My New Book!

My New Book!
My New Book!

Monday, January 14, 2019

January 14, 2019: Spring Previews: 20th Century African American Literature


[A new semester is upon us, and with it comes a new Spring Preview series. Leading up to a special weekend post on book updates, plans, and hopes!]
On three books I’m excited to teach for the first time as part of this new (to me) course.
1)      Their Eyes Were Watching God (1937): I may have taught Zora Neale Hurston’s magisterial novel as part of one of my first lit classes as a grad student at Temple University (nearly 20 years ago now), but who can remember back that far with any certainty? Not this AmericanStudier, and so this semester feels in any case like the first time teaching this great book. Interestingly, I’ve talked about Hurston’s book a good bit in recent years, as I use Richard Wright’s review of it to help frame our reading of his novel Native Son (1945) when we work with that book in my Major American Authors course. But that’s all the more reason to return to the source and teach Hurston’s book as well, on which I entirely disagree with Wright (while thinking Wright’s novel is well worth our time as well).
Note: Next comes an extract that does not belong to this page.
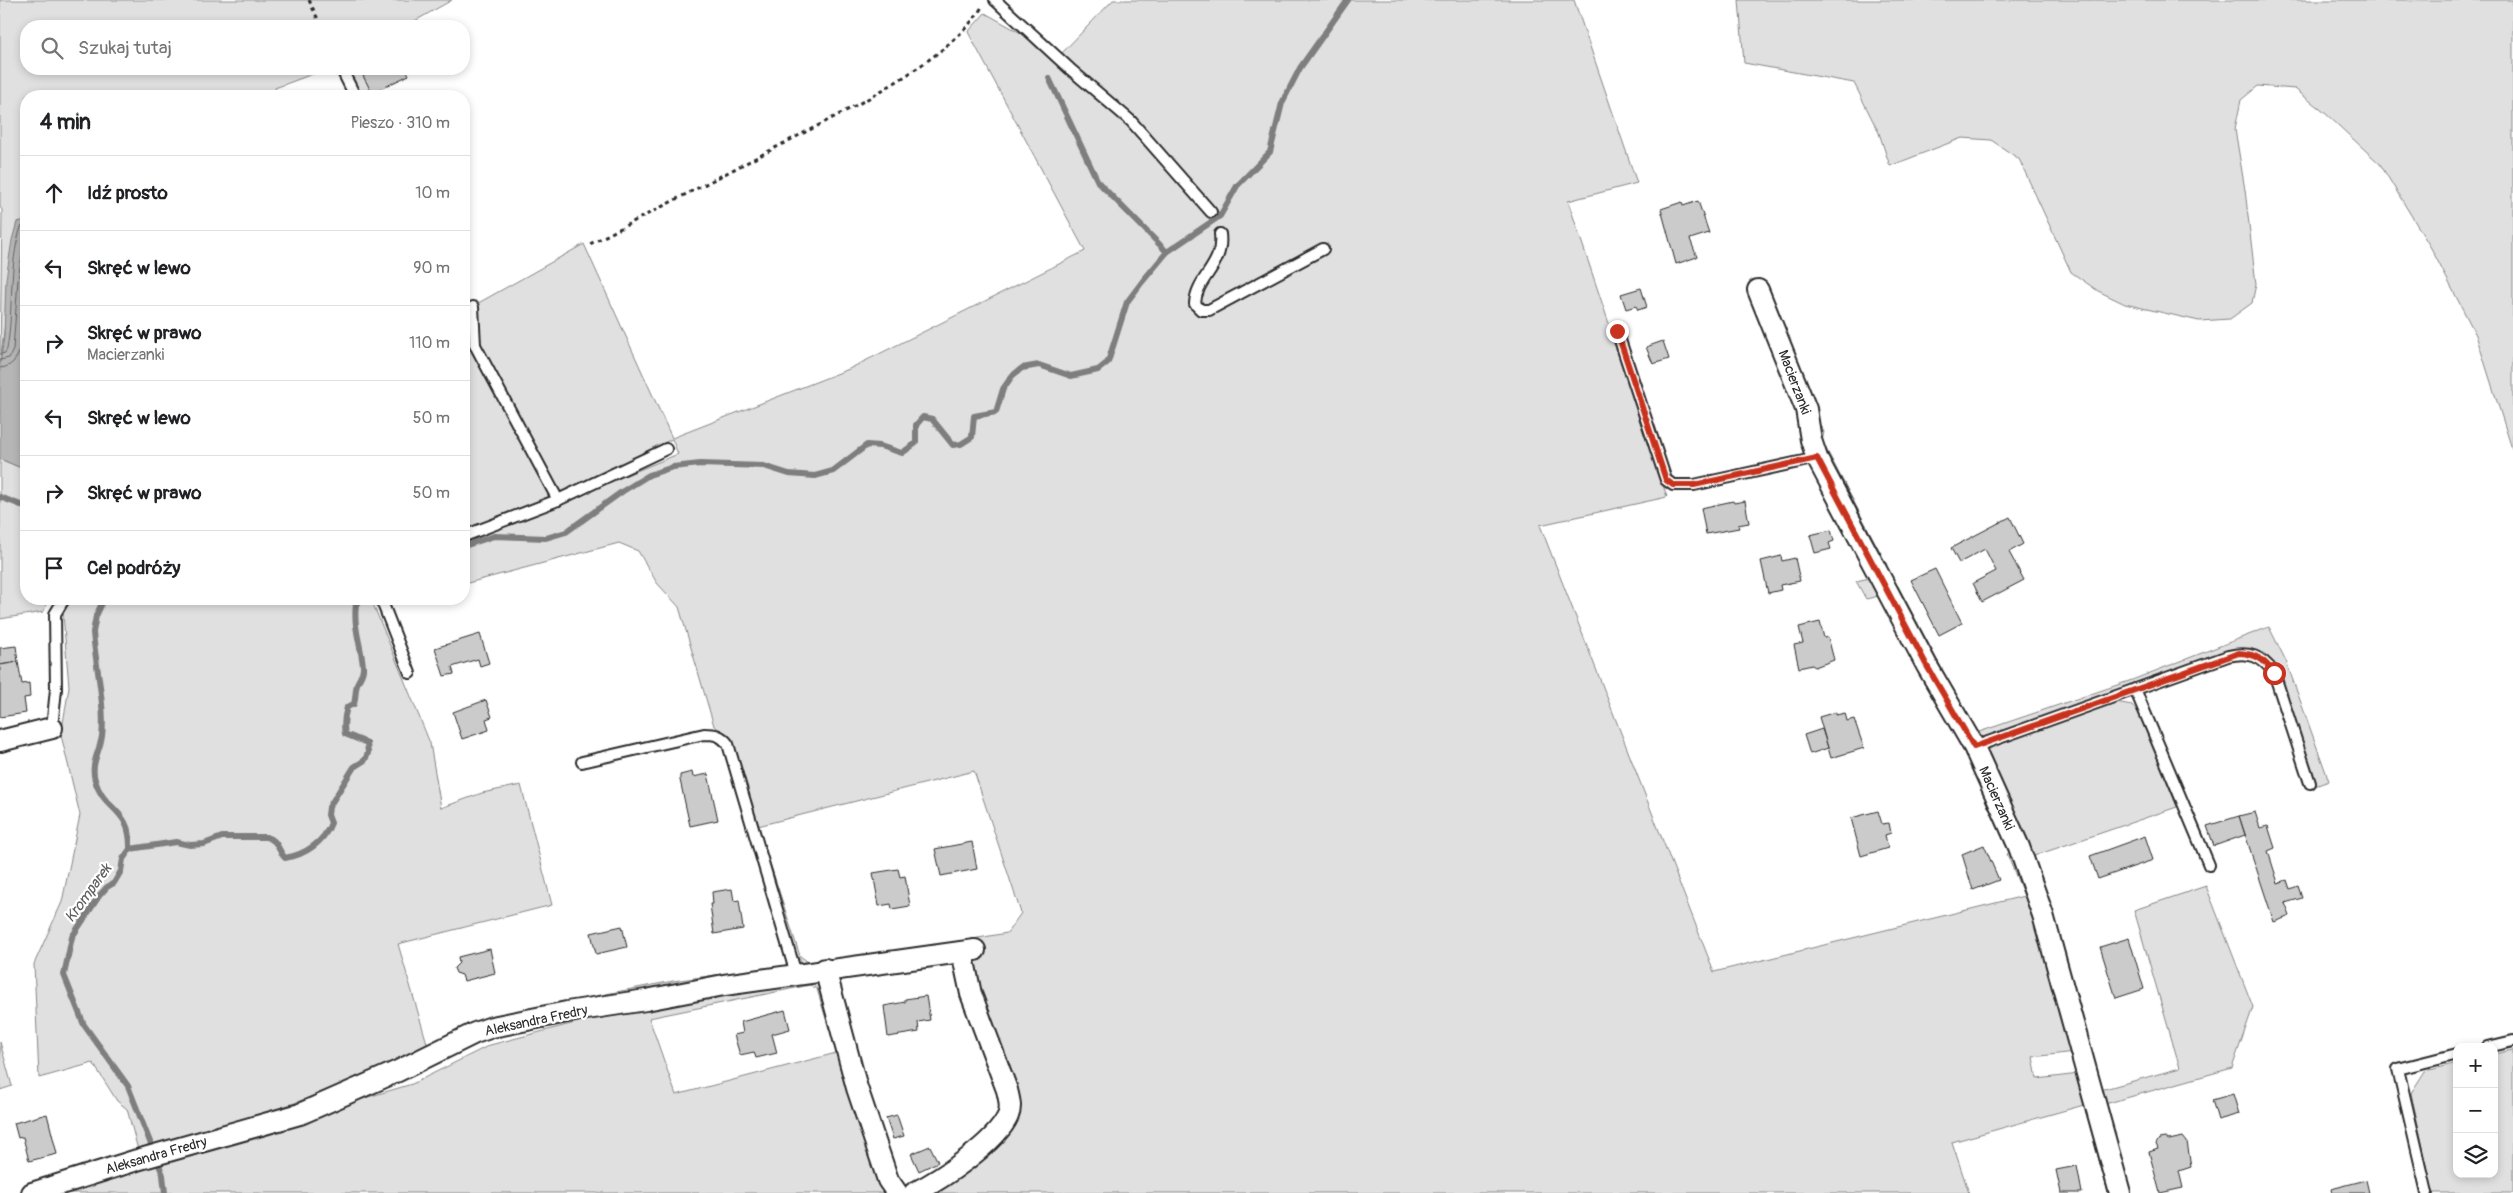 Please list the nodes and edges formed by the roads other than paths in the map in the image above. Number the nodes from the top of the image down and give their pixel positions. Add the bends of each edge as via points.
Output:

Can’t wait to share Janie’s story with this class!
2)      Invisible Man (1952): I know for a fact that I’ve never taught Ralph Ellison’s towering book, although I do use its stunning Prologue as a short reading at the end of my American Novel to 1950 class. I think that Prologue is a particularly unique and powerful section, but the novel that follows has plenty of amazing such individual moments and sections, as well as a cumulative representation of African American and American communities and cultures (past and present) that combines realism and symbolism, history and metaphor, in subtle and sweeping ways that demand close reading and conversation. It’ll be a challenge, but one I look forward to the class rising to meet!
3)      The Underground Railroad (2017): Colson Whitehead’s acclaimed and amazing speculative historical novel is a book I’ve wanted to teach since I first read it, and I’m beyond excited to be ending the course with it. As I wrote in that last hyperlinked post, Whitehead’s book weds anachronistic and science fiction elements to realistic historical details and identities, producing a work that is at once unique and profoundly representative of African American literature and art, history and culture, tradition and change. I think it’s a perfect endpoint for a class like this (and the two-part 19th and 20th Century class sequence), and I can’t wait to hear the students’ thoughts on it, like all these books!
Next preview tomorrow,
Ben
PS. Spring previews of your own to share? I’d love to hear them!